LOAN PREPAYMENT CONSIDERATIONS
The terms of the loans originated by the Company provide that, subject
to certain exceptions and other qualifications described below, voluntary
prepayments of principal of the loans (each, a "Principal Prepayment") are
permitted but are required to be accompanied by a yield maintenance Charge (a
"Yield Maintenance Charge"), during all of their respective terms to maturity.

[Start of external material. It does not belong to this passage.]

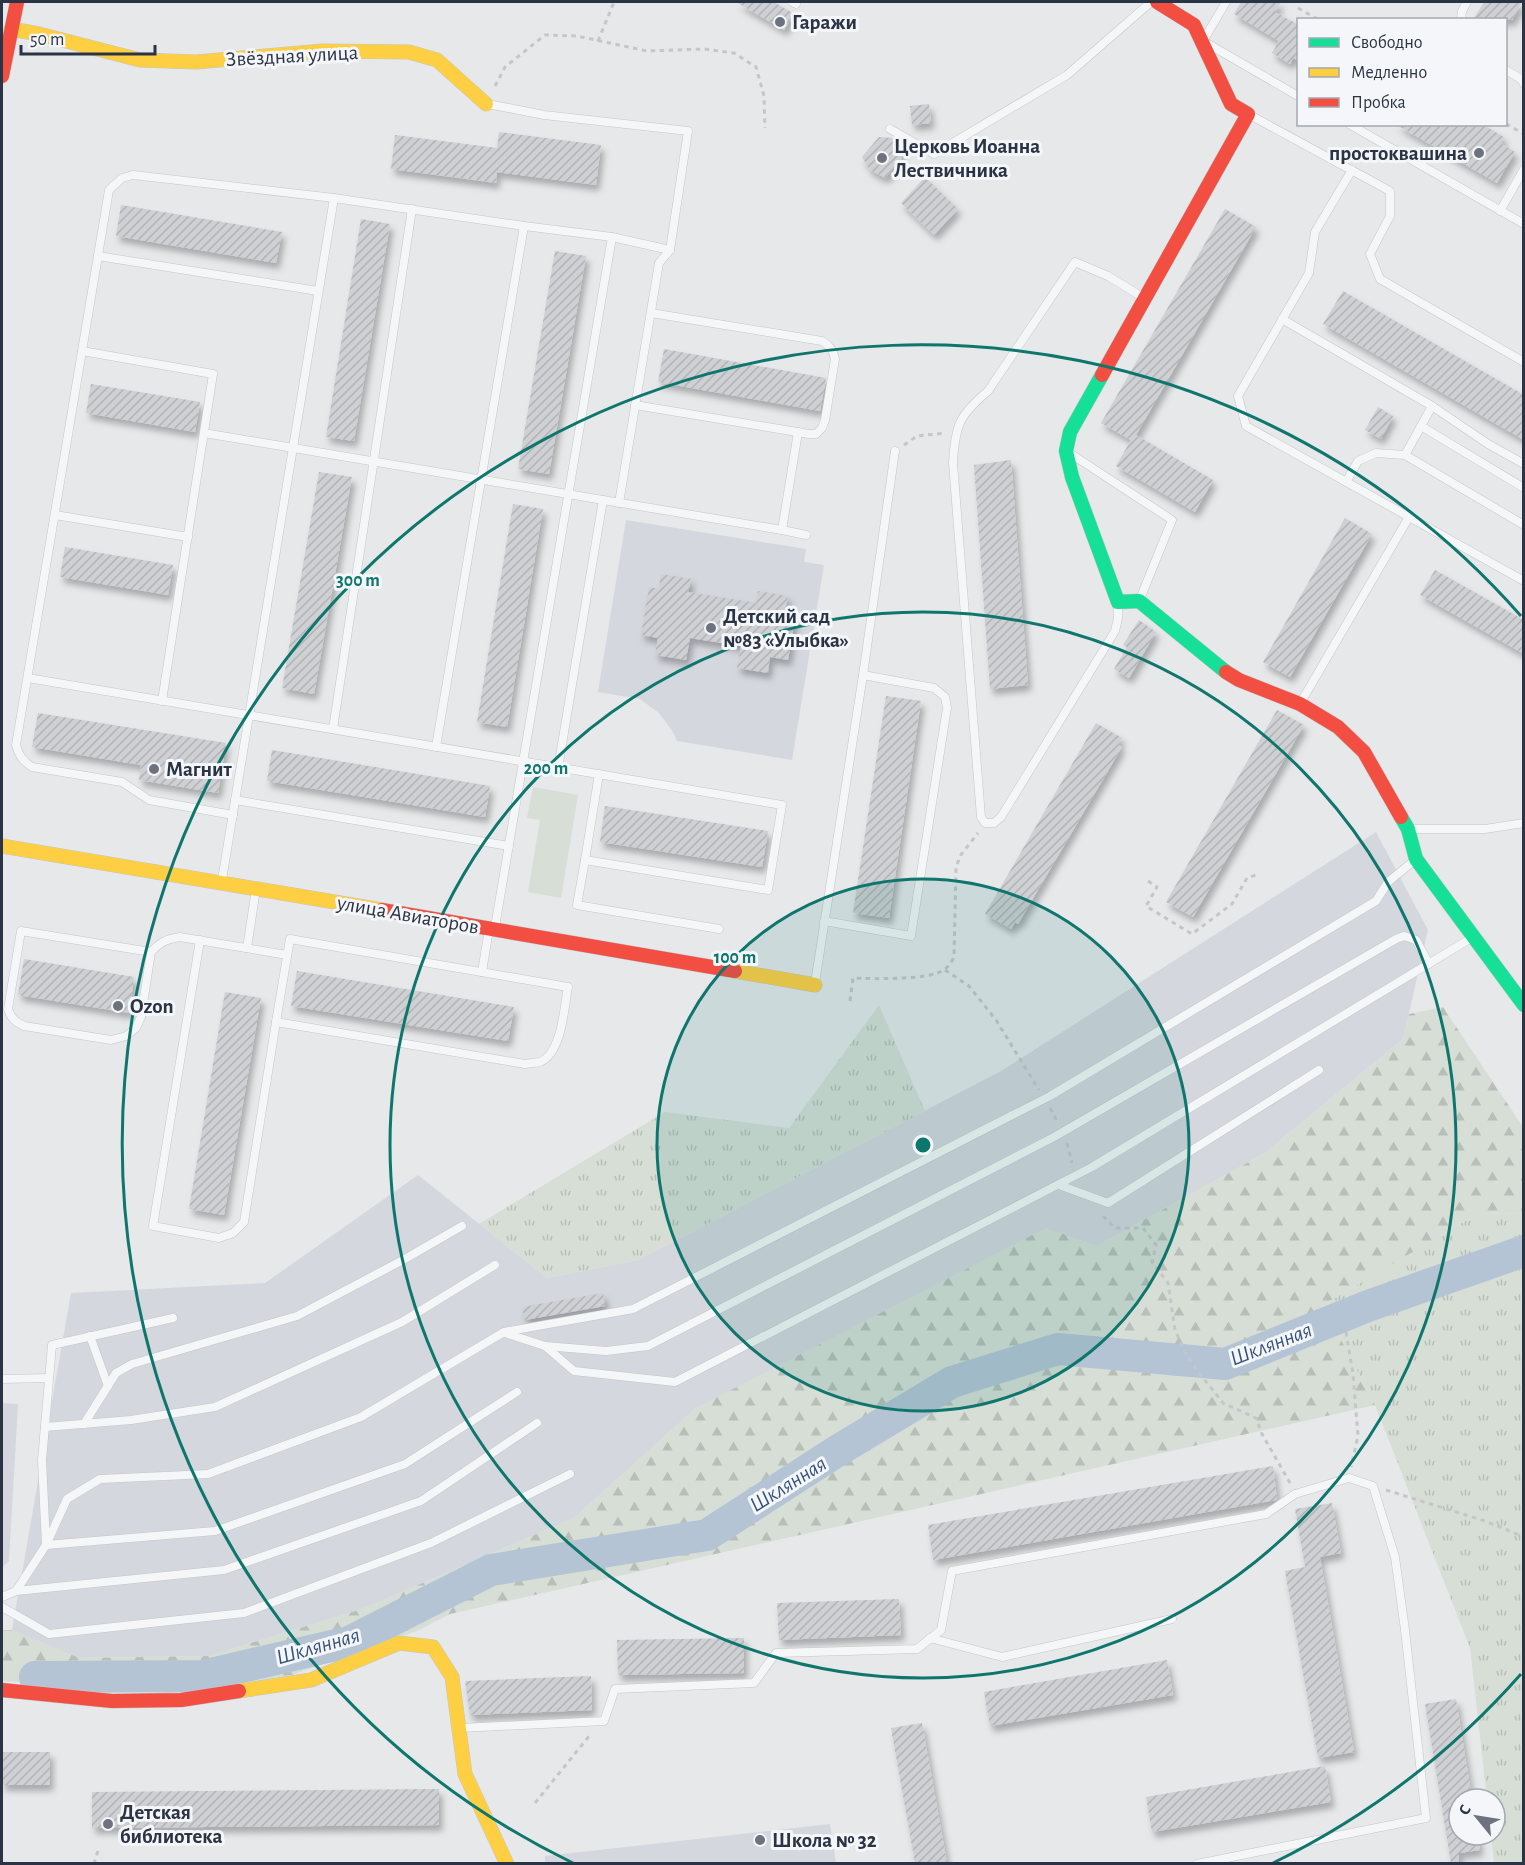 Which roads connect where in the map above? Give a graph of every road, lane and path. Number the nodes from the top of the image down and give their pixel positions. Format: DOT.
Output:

The Yield Maintenance Charge for each loan as to which Principal
Prepayments are required to be accompanied by a Yield Maintenance Charge, at any
time of determination, will generally be equal to the greater of either 95 days
of interest at the stated interest rate applied to the amount of principal being
prepaid, or a yield maintenance premium (the "Yield Maintenance Premium"). For
the majority of the Company's loans, the Yield Maintenance Premium is calculated
by multiplying the amount of principal being prepaid by the product of the
number of years remaining to maturity of the loan and the Reinvestment Rate (as
defined hereafter). For the majority of the loans, the "Reinvestment Rate" is
the difference between the U.S. Treasury Rate nearest to the loan's original
maturity at the time of origination of the loan and the 5-year U.S. Treasury
Rate at the time of prepayment. Generally, as prevailing interest rates decline,
the amount of the Yield Maintenance Premium increases. Some of the loans permit
the prepayment of up to 10% of the original loan principal balance per year
without penalty.
INTEREST RATE AND PREPAYMENT RISK
The ability of the Company to achieve certain of its investment
objectives will depend in part on its ability to continue to borrow funds or
issue preferred shares of beneficial interest on favorable terms, and there can
be no assurance that such borrowings or issuances can in fact be achieved. The
Company's net income is materially dependent upon the "spread" between the rate
at which it borrows funds (typically either short-term at variable rates or
long-term at fixed rates) and the rate at which it loans these funds (typically
long-term at fixed rates). During periods of changing interest rates, interest
rate mismatches could negatively impact the Company's net income and dividend
yield and, as a result the market price of the Company Common Shares. As
interest rates have declined, the Company has experienced loan prepayments, and
such prepayments, as well as scheduled repayments, have generally been reloaned
at lower rates. A high volume of loan prepayments could have an adverse effect
on the Company's business, financial condition and results of operations and on
its ability to maintain distributions at the level then existing. The loans
originated by the Company have prepayment fees charged as described above which
the Company believes helps mitigate the likelihood and effect of Principal
Prepayments.
CERTAIN ACCOUNTING CONSIDERATIONS
The preparation of financial statements in conformity with generally
accepted accounting principles requires management to make estimates and
assumptions that affect the reported amounts of assets and liabilities and
disclosure of contingent assets and liabilities at the date of the financial
statements and the reported amounts of revenues and expenses during the
reporting period. Actual results could differ from those estimates.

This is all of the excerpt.